#### Assignment
Read the data below line by line and copy each one with "Northwest" in it.

#### Given information
■ ■ ■ ■ ■ ■ ■

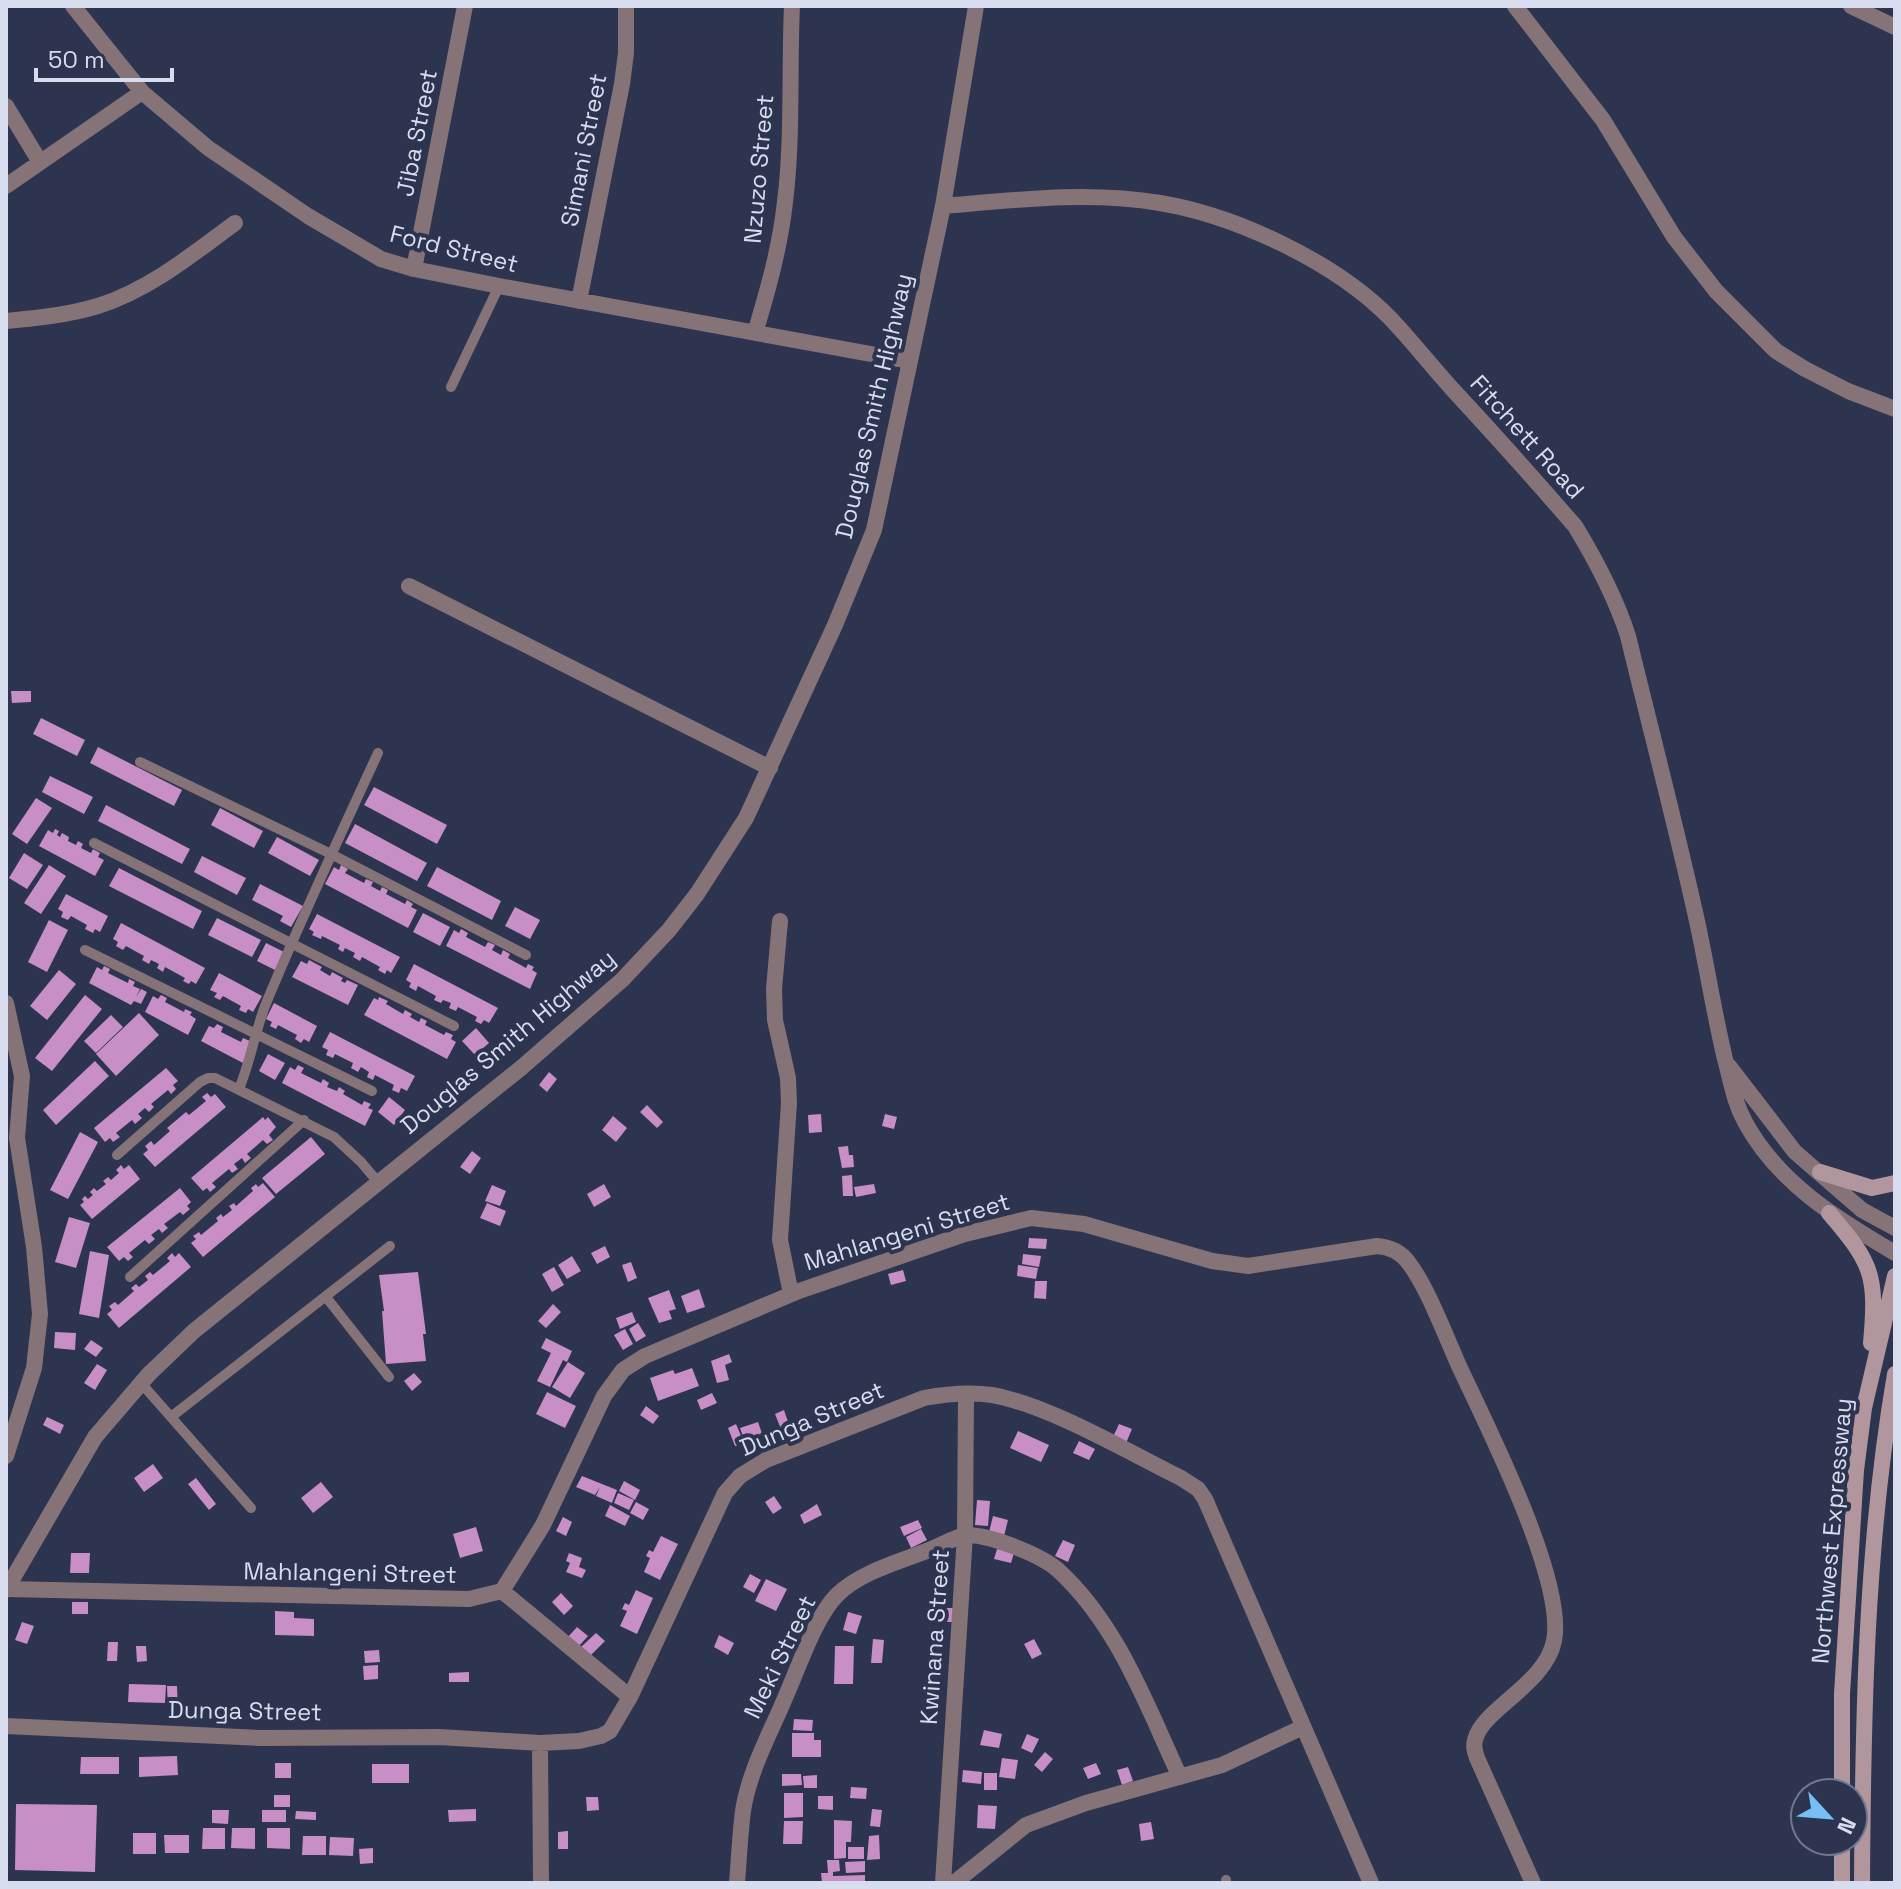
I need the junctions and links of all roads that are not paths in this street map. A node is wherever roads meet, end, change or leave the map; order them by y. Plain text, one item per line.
1 (73, 6) edge
2 (465, 6) edge
3 (626, 6) edge
4 (792, 6) edge
5 (976, 6) edge
6 (1515, 6) edge
7 (1851, 6) edge
8 (1895, 27) edge
9 (142, 92) junction
10 (6, 106) edge
11 (40, 162) junction
12 (6, 186) edge
13 (943, 206) junction
14 (235, 223) dead end
15 (414, 269) junction
16 (499, 286) junction
17 (579, 301) junction
18 (6, 321) edge
19 (755, 333) junction
20 (909, 361) junction
21 (451, 387) dead end
22 (1895, 409) edge
23 (409, 586) dead end
24 (378, 753) dead end
25 (140, 762) dead end
26 (773, 762) junction
27 (94, 843) dead end
28 (331, 854) junction
29 (780, 921) dead end
30 (292, 945) junction
31 (85, 950) dead end
32 (526, 955) dead end
33 (6, 1003) edge
34 (454, 1026) dead end
35 (257, 1036) junction
36 (1726, 1062) junction
37 (239, 1089) junction
38 (372, 1091) dead end
39 (304, 1120) junction
40 (117, 1155) dead end
41 (1820, 1172) junction
42 (378, 1182) junction
43 (1895, 1183) edge
44 (1829, 1213) junction
45 (1895, 1228) edge
46 (390, 1246) dead end
47 (1895, 1253) edge
48 (1895, 1276) edge
49 (130, 1277) dead end
50 (791, 1294) junction
51 (326, 1297) junction
52 (1895, 1374) edge
53 (389, 1377) dead end
54 (141, 1383) junction
55 (966, 1394) junction
56 (1864, 1408) junction
57 (171, 1417) junction
58 (6, 1456) edge
59 (251, 1508) dead end
60 (965, 1535) junction
61 (6, 1590) edge
62 (502, 1591) junction
63 (630, 1697) junction
64 (6, 1726) edge
65 (1303, 1727) junction
66 (540, 1743) junction
67 (1180, 1777) junction
68 (1842, 1777) edge
69 (1842, 1857) edge
70 (541, 1883) edge
71 (737, 1883) edge
72 (943, 1883) edge
73 (954, 1883) edge
74 (1371, 1883) edge
75 (1533, 1883) edge
76 (1842, 1883) edge
77 (1862, 1883) edge

1 - 9 street, Ford Street
2 - 15 street, Jiba Street
3 - 17 street, Simani Street
4 - 19 street, Nzuzo Street
5 - 13 street, Douglas Smith Highway
6 - 22 street
7 - 8 street
9 - 11 street
9 - 15 street, Ford Street
10 - 11 street
11 - 12 street
13 - 20 street, Douglas Smith Highway
13 - 36 street, Fitchett Road
14 - 18 street
15 - 16 street, Ford Street
16 - 17 street, Ford Street
16 - 21 lane
17 - 19 street, Ford Street
19 - 20 street, Ford Street
20 - 26 street, Douglas Smith Highway
23 - 26 street
24 - 28 lane
25 - 28 lane
26 - 42 street, Douglas Smith Highway
27 - 30 lane
28 - 30 lane
28 - 32 lane
29 - 50 street
30 - 34 lane
30 - 35 lane
31 - 35 lane
33 - 58 street
35 - 37 lane
35 - 38 lane
36 - 41 street, Fitchett Road
36 - 44 street, Fitchett Road
37 - 39 lane
37 - 40 lane
39 - 42 lane
39 - 49 lane
41 - 43 main road
41 - 45 street, Fitchett Road
42 - 54 street, Douglas Smith Highway
44 - 47 street, Fitchett Road
44 - 56 main road
46 - 51 lane
48 - 56 main road, Northwest Expressway
50 - 62 street, Mahlangeni Street
50 - 75 street, Mahlangeni Street
51 - 53 lane
51 - 57 lane
52 - 77 main road, Northwest Expressway
54 - 57 lane
54 - 61 street, Douglas Smith Highway
55 - 60 street, Kwinana Street
55 - 63 street, Dunga Street
55 - 65 street, Dunga Street
56 - 68 main road, Northwest Expressway
57 - 59 lane
60 - 67 street
60 - 71 street, Meki Street
60 - 72 street, Kwinana Street
61 - 62 street, Mahlangeni Street
62 - 63 street
63 - 66 street, Dunga Street
64 - 66 street, Dunga Street
65 - 67 street
65 - 74 street, Dunga Street
66 - 70 street
67 - 73 street
69 - 76 main road

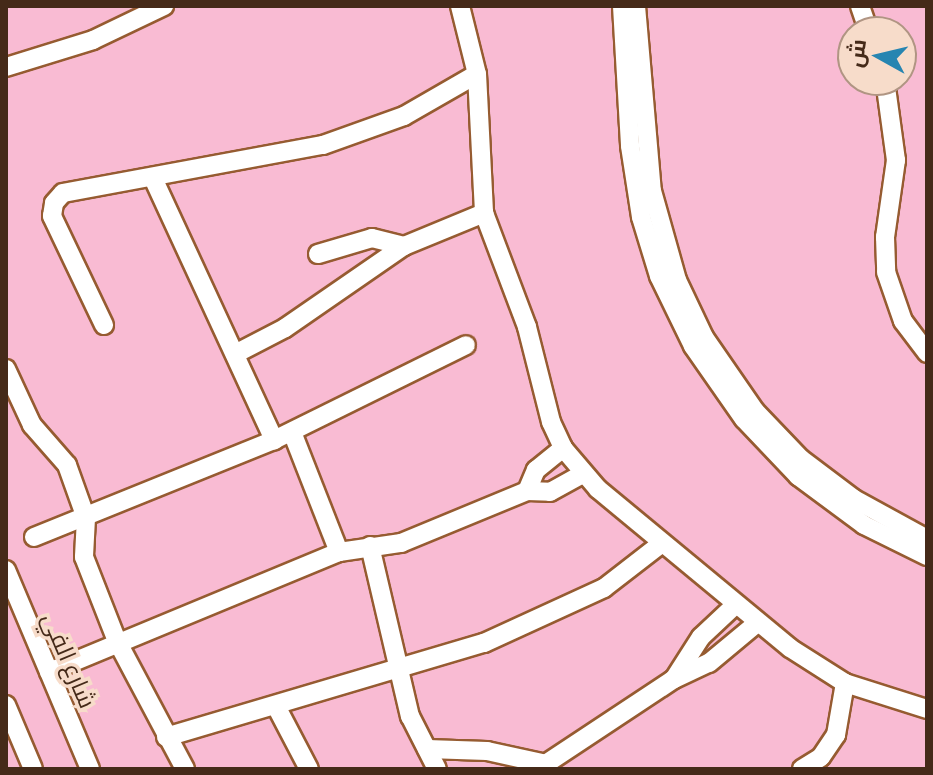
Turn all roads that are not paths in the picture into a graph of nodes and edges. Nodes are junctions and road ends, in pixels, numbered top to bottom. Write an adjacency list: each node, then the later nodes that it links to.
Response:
1 (164, 6): 5 (street)
2 (460, 6): 6 (street)
3 (622, 6): 27 (street)
4 (636, 6): 23 (street)
5 (6, 67)
6 (477, 74): 8 (street); 9 (street)
7 (888, 96): 14 (street)
8 (153, 178): 12 (street); 15 (street)
9 (484, 213): 10 (street); 18 (street)
10 (404, 246): 11 (street); 15 (street)
11 (318, 254)
12 (104, 325)
13 (466, 345): 17 (street)
14 (927, 353)
15 (235, 354): 17 (street)
16 (6, 369): 21 (street)
17 (283, 436): 21 (street); 26 (street)
18 (563, 448): 19 (street); 20 (street)
19 (583, 474): 20 (street); 24 (street)
20 (527, 491): 25 (street)
21 (86, 518): 22 (street); 31 (street)
22 (34, 537)
23 (927, 539)
24 (661, 544): 29 (street); 32 (street)
25 (370, 546): 26 (street); 32 (street)
26 (339, 552): 31 (street)
27 (927, 556)
28 (6, 570): 33 (street, شارع الفي)
29 (734, 606): 30 (street); 34 (street)
30 (757, 623): 34 (street); 35 (street)
31 (117, 641): 33 (street); 39 (street)
32 (402, 670): 36 (street); 40 (street)
33 (49, 672): 43 (street, شارع الفي)
34 (674, 679): 41 (street)
35 (845, 683): 38 (street); 47 (street)
36 (276, 706): 39 (street); 45 (street)
37 (7, 708): 42 (street)
38 (927, 709)
39 (166, 737): 44 (street)
40 (427, 749): 41 (street); 46 (street)
41 (542, 766)
42 (33, 769)
43 (90, 769)
44 (185, 769)
45 (309, 769)
46 (437, 769)
47 (802, 769)

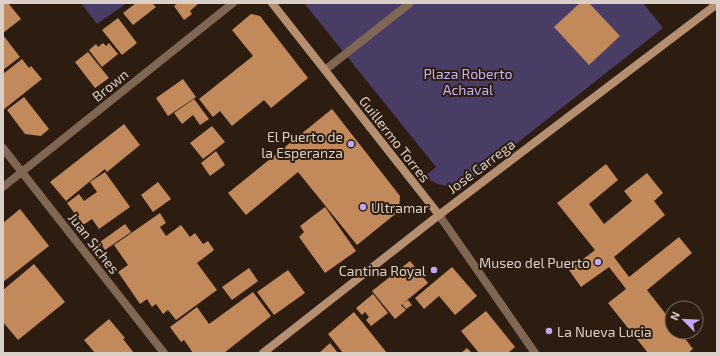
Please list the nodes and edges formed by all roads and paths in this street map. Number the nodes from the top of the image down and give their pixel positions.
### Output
1 (233, 3) edge
2 (272, 3) edge
3 (410, 3) edge
4 (717, 4) edge
5 (325, 70) junction
6 (3, 148) edge
7 (22, 172) junction
8 (3, 187) edge
9 (439, 215) junction
10 (164, 353) edge
11 (263, 353) edge
12 (535, 353) edge

1 - 7 street, Brown
2 - 5 main road, Guillermo Torres
3 - 5 street
4 - 9 main road, José Carrega
5 - 9 main road, Guillermo Torres
6 - 7 street, Juan Siches
7 - 8 street, Brown
7 - 10 street, Juan Siches
9 - 11 main road, José Carrega
9 - 12 street, Guillermo Torres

■ ■ ■ ■ ■ ■ ■

#### Solution for this problem
48 - 56 main road, Northwest Expressway
52 - 77 main road, Northwest Expressway
56 - 68 main road, Northwest Expressway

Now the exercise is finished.